Self-awareness is something that people can develop by honestly assessing their own strengths, talking to other people about the qualities that they see them exhibit, both good and bad, and taking the time to reflect, often daily, on personal successes and failures and what caused each to occur.
Successful leaders often are the most self-aware, even if that quality is not properly discussed or sought after by companies seeking to hire someone to lead. Successful executives, according to Forbes, who recognize their own shortcomings, often make informed hires to surround themselves with capable employees who can fill in those important gaps. Those executives then find success because they are able to listen to the people they’ve hired in order to identify the best solution – not just their own solution – to a given problem.
Self-management also is critical to emotional intelligence because it defines our ability to adapt quickly to change and handle problems when they arise.
According to Connelly, we all have the ability to choose the best response to a given situation and not just react emotionally without thinking.
Some key components of self-management include the ability to be honest and act accordingly when making decisions, to be flexible, even when working alongside individuals who approach things differently, to be optimistic even when dealing with change and champion the good in others and taking decisive action when required.
Individuals who excel at self-management understand their own emotional triggers and often have a plan for dealing with and overcoming negative reactions that others might succumb to. By identifying and addressing one’s own emotions, you can positively impact others and recognize when everyone needs to step away and breathe before continuing on with a project.
Leadership for Life, a professional blog on WordPress.com, explains that leadership has two factions, external and internal, that shape how a leader conducts daily activities to accomplish goals while recognizing their own habits, attitudes, and emotions.
Externally, good leaders know how to align others in pursuit of a common goal while promoting accountability and a desire in others to succeed. Internally, those same leaders understand the reality of a situation, focus and execute appropriately.
In short, act as you want others to act and they will follow.
This social awareness, understanding how a workforce is feeling, for example, allows good leaders to respond to the needs of his or her team while helping shape their collective focus in a positive, necessary fashion.
Leaders who exhibit social awareness often are empathetic to their employees, cognizant of the dynamics of the group they are directing and conscious of the result that clients and/or customers expect, according to Connelly.
Social awareness can be developed through listening and effectively communicating. Good leaders both hear what is being said and take into account how it is being conveyed. They understand when a team member is being affected and they recognize how that individual’s emotional state might affect their own.
Finally, the last component to emotional intelligence is managing relationships, leading in a way that allows a connection with the people who are working hard to achieve a goal in a way that makes them feel supported and appreciated.

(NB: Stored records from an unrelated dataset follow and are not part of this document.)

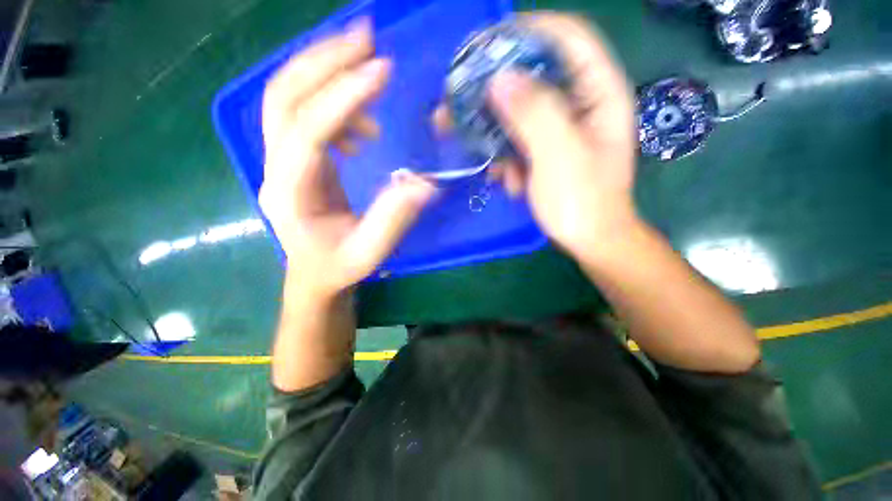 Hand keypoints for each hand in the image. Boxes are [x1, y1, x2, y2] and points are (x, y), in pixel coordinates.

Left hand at [259, 19, 435, 298]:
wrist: (315, 274)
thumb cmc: (339, 267)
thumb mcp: (369, 252)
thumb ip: (393, 219)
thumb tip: (426, 184)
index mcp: (291, 194)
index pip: (307, 132)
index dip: (343, 99)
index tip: (382, 71)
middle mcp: (276, 168)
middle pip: (283, 97)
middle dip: (323, 60)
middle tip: (366, 38)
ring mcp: (282, 160)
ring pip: (289, 97)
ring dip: (326, 71)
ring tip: (371, 70)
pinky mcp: (296, 158)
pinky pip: (307, 115)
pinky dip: (337, 104)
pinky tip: (364, 126)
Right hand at [437, 14, 637, 261]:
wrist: (589, 241)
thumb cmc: (583, 201)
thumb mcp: (560, 156)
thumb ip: (534, 114)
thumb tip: (499, 79)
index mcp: (599, 93)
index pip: (568, 37)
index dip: (529, 31)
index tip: (487, 45)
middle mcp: (580, 104)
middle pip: (536, 76)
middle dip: (497, 91)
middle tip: (462, 100)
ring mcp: (560, 129)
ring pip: (520, 113)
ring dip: (497, 136)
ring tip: (485, 160)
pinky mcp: (545, 151)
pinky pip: (517, 142)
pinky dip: (506, 160)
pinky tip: (508, 182) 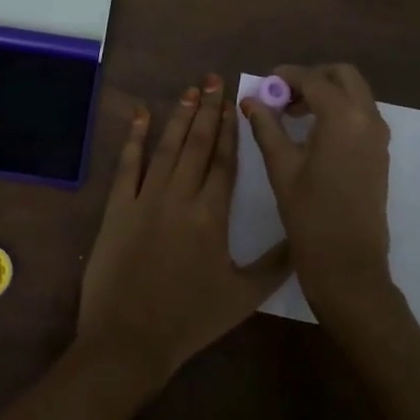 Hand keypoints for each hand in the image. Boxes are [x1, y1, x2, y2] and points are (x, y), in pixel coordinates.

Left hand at [77, 74, 291, 383]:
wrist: (129, 340)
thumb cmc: (189, 320)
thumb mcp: (242, 297)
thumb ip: (275, 265)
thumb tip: (303, 238)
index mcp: (211, 215)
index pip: (223, 161)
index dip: (229, 130)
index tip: (234, 103)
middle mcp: (179, 196)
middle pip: (196, 144)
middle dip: (207, 110)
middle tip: (213, 79)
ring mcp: (145, 198)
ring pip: (166, 147)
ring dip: (179, 116)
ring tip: (189, 90)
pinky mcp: (117, 207)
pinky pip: (127, 165)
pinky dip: (134, 138)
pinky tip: (141, 115)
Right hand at [240, 63, 393, 315]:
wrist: (348, 264)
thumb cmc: (309, 215)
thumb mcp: (281, 166)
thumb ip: (266, 126)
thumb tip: (250, 100)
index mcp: (343, 117)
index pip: (313, 79)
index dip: (286, 76)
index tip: (264, 83)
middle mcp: (367, 118)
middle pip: (343, 76)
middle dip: (313, 77)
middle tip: (283, 96)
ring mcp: (378, 136)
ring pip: (355, 94)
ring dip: (327, 93)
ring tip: (292, 114)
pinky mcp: (379, 153)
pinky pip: (361, 115)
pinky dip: (338, 110)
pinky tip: (312, 133) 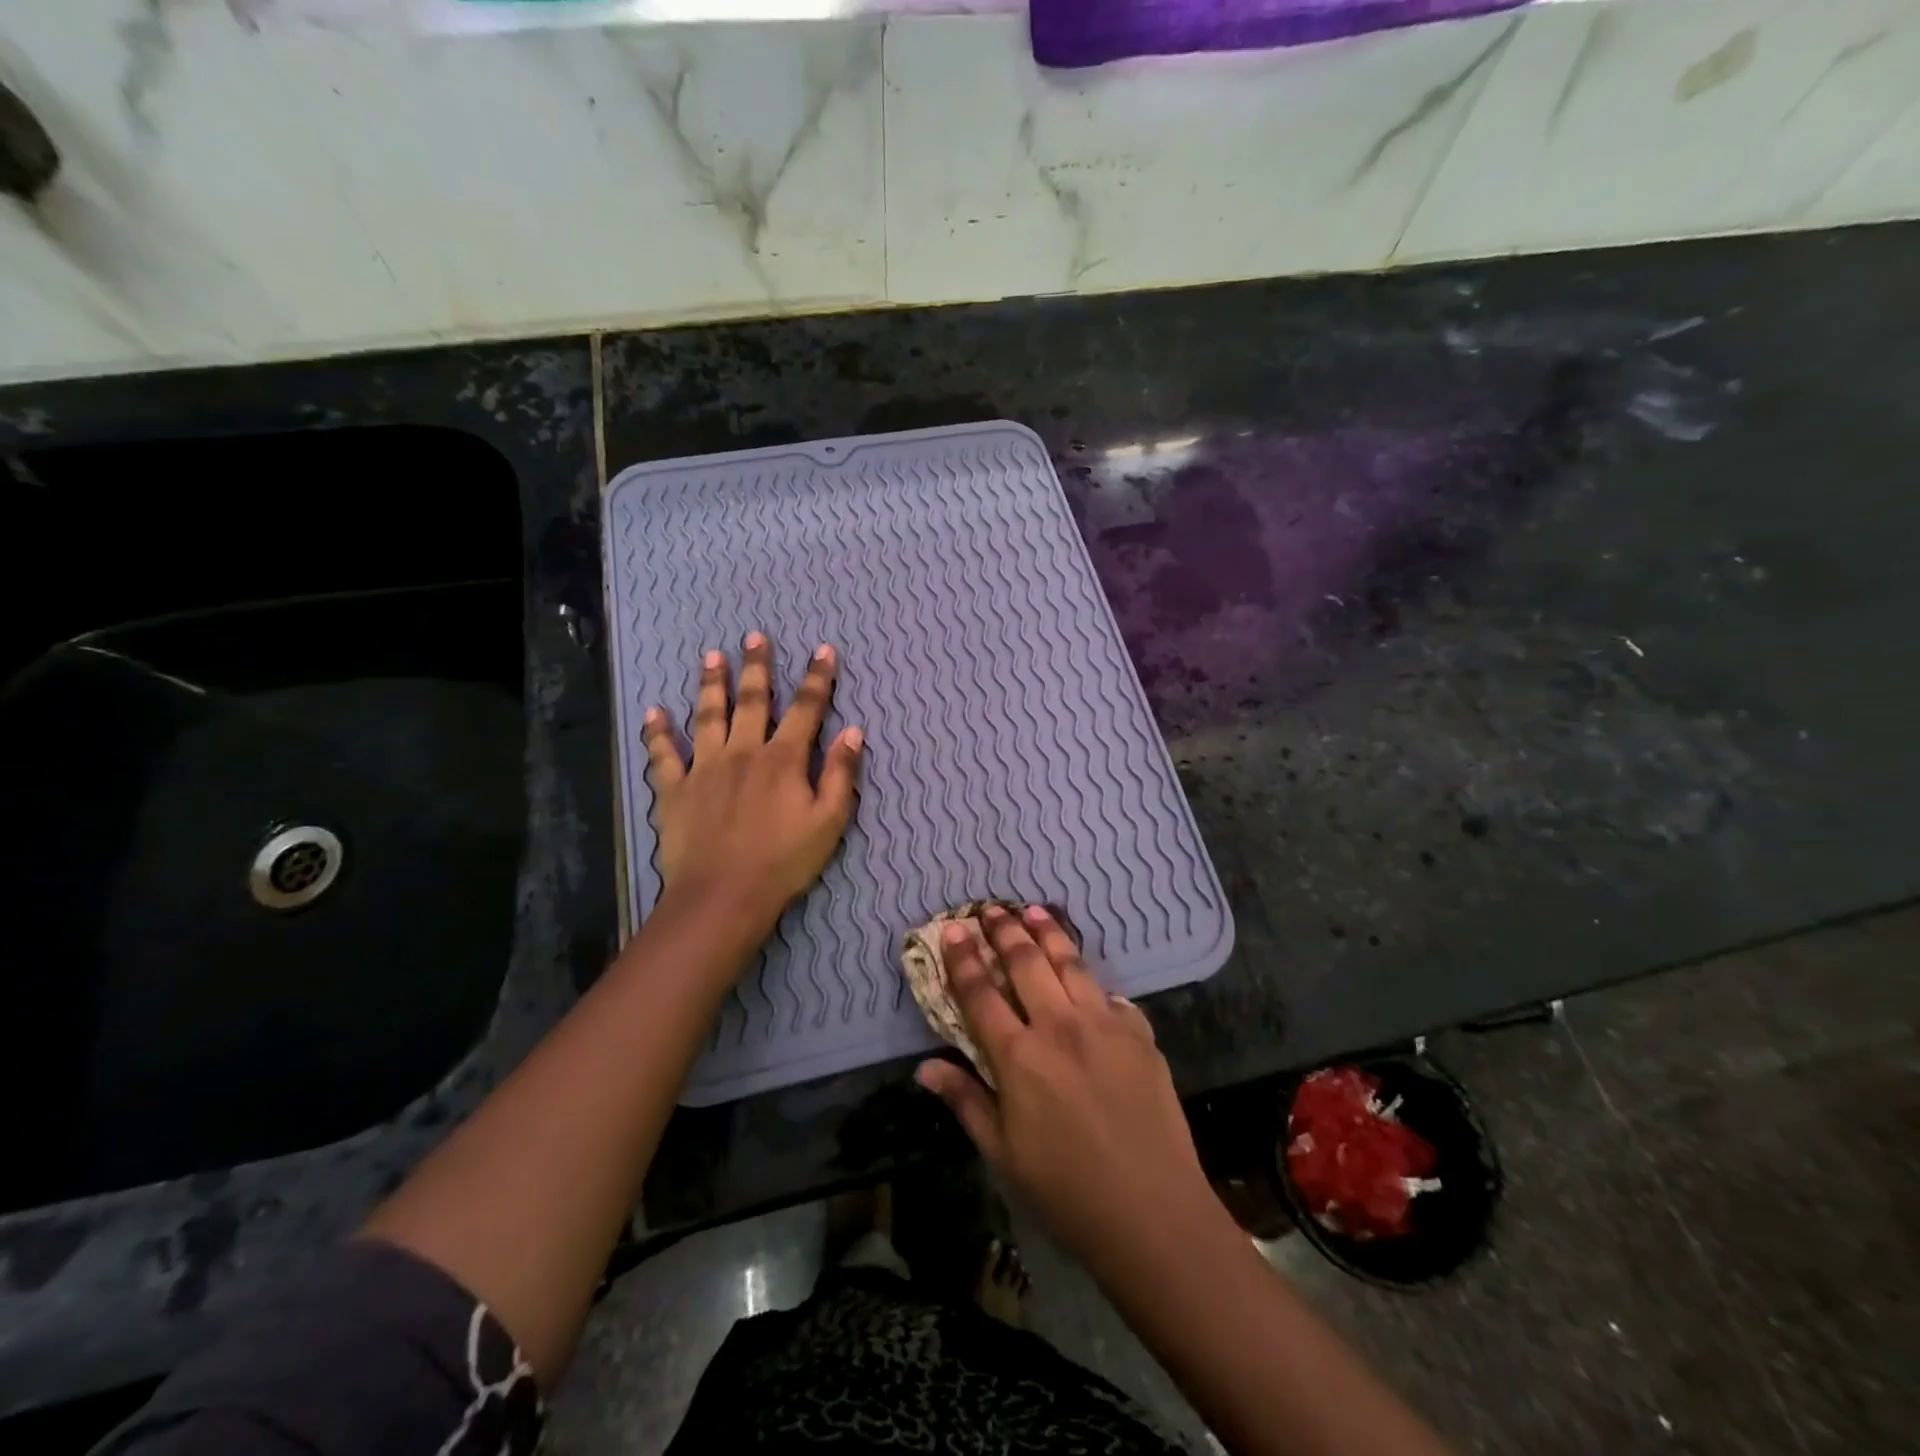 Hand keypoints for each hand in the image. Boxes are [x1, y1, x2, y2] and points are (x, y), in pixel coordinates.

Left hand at [641, 633, 862, 934]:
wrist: (723, 896)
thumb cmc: (784, 861)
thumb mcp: (829, 821)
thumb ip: (841, 774)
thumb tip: (853, 731)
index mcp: (783, 760)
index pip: (805, 709)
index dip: (817, 678)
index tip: (822, 650)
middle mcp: (743, 752)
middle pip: (752, 701)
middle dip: (757, 667)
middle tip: (754, 637)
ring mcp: (705, 768)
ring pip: (708, 716)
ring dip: (711, 684)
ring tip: (711, 656)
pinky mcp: (675, 789)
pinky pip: (663, 755)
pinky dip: (658, 733)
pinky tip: (653, 712)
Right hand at [916, 905, 1220, 1274]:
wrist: (1153, 1212)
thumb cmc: (1066, 1191)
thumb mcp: (1003, 1154)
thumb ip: (966, 1101)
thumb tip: (925, 1068)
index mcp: (1020, 1057)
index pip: (981, 993)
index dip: (963, 958)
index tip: (952, 928)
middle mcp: (1060, 1027)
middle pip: (1026, 963)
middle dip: (1004, 930)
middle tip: (990, 909)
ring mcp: (1105, 1025)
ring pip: (1070, 963)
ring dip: (1048, 933)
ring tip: (1034, 910)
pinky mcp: (1140, 1034)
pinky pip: (1110, 995)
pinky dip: (1091, 980)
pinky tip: (1087, 975)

Relationship management can be especially critical during times of change. It’s not just an outward expression of friendliness but a conditioned response that will help a leader dictate how an employee or employees respond to a particular action or impediment.
By managing relationships, good leaders can achieve a desired result when interacting with others, determining a specific outcome and achieving that outcome without sacrificing one’s own needs or the needs of the company.

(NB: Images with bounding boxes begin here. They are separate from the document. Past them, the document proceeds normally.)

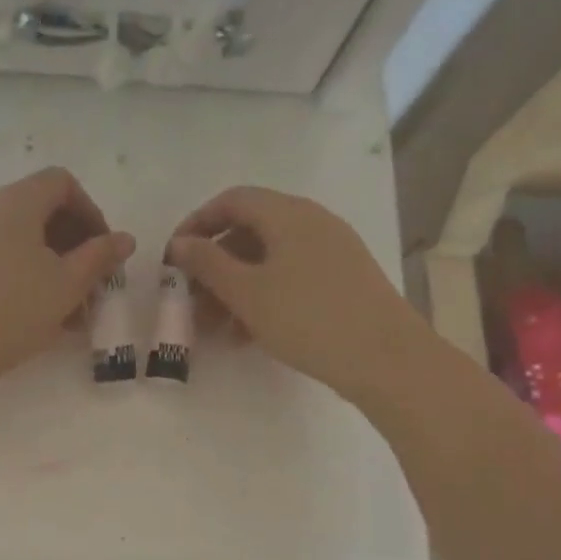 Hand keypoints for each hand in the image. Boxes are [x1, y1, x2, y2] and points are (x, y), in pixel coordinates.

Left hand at [0, 167, 134, 390]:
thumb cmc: (10, 311)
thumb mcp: (66, 285)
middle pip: (42, 212)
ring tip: (73, 314)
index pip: (62, 183)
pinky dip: (28, 280)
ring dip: (55, 269)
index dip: (91, 213)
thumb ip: (100, 256)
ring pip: (23, 243)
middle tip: (93, 287)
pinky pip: (2, 261)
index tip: (103, 253)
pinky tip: (42, 320)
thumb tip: (124, 239)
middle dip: (76, 247)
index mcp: (15, 202)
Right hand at [169, 186, 421, 399]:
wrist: (386, 358)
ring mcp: (331, 251)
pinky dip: (262, 297)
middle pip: (249, 230)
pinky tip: (246, 334)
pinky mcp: (341, 279)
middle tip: (190, 299)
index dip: (197, 223)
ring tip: (214, 326)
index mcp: (289, 214)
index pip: (232, 200)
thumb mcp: (247, 293)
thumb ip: (208, 264)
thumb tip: (180, 243)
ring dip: (235, 286)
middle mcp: (312, 222)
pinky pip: (290, 277)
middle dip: (214, 264)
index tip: (174, 257)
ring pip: (268, 259)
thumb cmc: (308, 318) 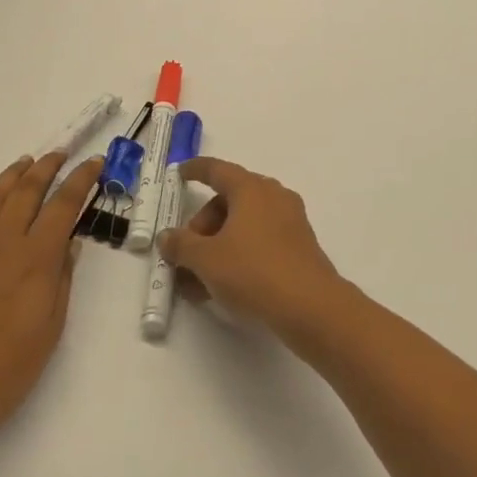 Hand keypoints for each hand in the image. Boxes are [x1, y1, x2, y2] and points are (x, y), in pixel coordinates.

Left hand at [0, 151, 102, 463]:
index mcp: (35, 258)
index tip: (95, 161)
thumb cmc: (4, 372)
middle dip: (46, 166)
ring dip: (9, 177)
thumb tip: (69, 244)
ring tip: (22, 163)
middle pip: (27, 191)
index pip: (64, 204)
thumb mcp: (51, 330)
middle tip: (60, 153)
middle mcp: (1, 244)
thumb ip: (62, 281)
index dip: (81, 179)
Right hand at [160, 157, 347, 339]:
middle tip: (185, 254)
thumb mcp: (207, 260)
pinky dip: (239, 253)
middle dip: (203, 225)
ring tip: (198, 280)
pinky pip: (260, 239)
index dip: (196, 170)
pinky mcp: (299, 245)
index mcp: (251, 188)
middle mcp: (273, 196)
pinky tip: (223, 285)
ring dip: (218, 244)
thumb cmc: (253, 271)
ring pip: (244, 223)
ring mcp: (290, 220)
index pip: (217, 170)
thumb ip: (182, 245)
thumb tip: (167, 236)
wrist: (310, 305)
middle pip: (229, 200)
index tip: (180, 172) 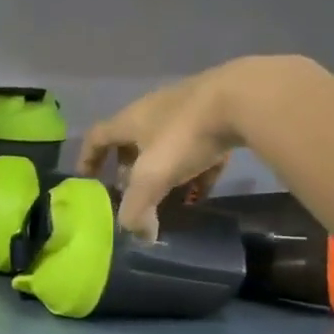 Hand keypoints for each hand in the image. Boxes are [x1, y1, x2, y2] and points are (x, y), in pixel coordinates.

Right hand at [79, 65, 246, 237]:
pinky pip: (199, 147)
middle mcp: (154, 111)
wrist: (245, 98)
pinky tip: (204, 189)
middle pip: (132, 140)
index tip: (87, 180)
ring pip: (167, 144)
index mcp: (130, 120)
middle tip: (133, 193)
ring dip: (164, 171)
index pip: (97, 137)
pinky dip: (196, 169)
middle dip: (129, 168)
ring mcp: (189, 110)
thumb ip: (138, 209)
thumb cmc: (185, 136)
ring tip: (169, 197)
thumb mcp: (153, 177)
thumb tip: (140, 236)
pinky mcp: (220, 114)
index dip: (88, 159) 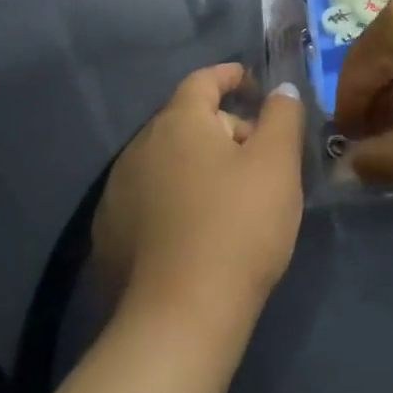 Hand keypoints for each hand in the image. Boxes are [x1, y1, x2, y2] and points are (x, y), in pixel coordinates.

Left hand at [94, 66, 304, 328]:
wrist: (181, 316)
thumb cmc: (238, 225)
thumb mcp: (277, 163)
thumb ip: (282, 116)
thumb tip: (279, 90)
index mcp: (178, 122)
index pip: (203, 80)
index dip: (230, 76)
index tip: (253, 84)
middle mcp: (139, 147)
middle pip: (188, 122)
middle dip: (225, 128)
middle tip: (260, 157)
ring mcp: (118, 192)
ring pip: (169, 161)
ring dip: (199, 165)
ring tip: (231, 197)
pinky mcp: (111, 233)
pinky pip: (151, 197)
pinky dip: (176, 198)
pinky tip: (197, 230)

Some leaders undermine their own success or the successful completion of a project by losing sight of the greater goal. They place their own importance above the team’s, they allow insecurity and negativity to poison the mindset of the group, their try to micro-manage and control their team at a time they should be championing innovation and creativity or they fail to recognize their own shortcomings and refuse to ask for and accept help.
Being a successful leader and being an emotionally intelligent leader are not one in the same. The best leaders, those that inspire loyalty and achieve results, often do so because they aren’t afraid to look inward and promote unity by encouraging and extolling in others the best qualities and emotional composure that they demand of themselves.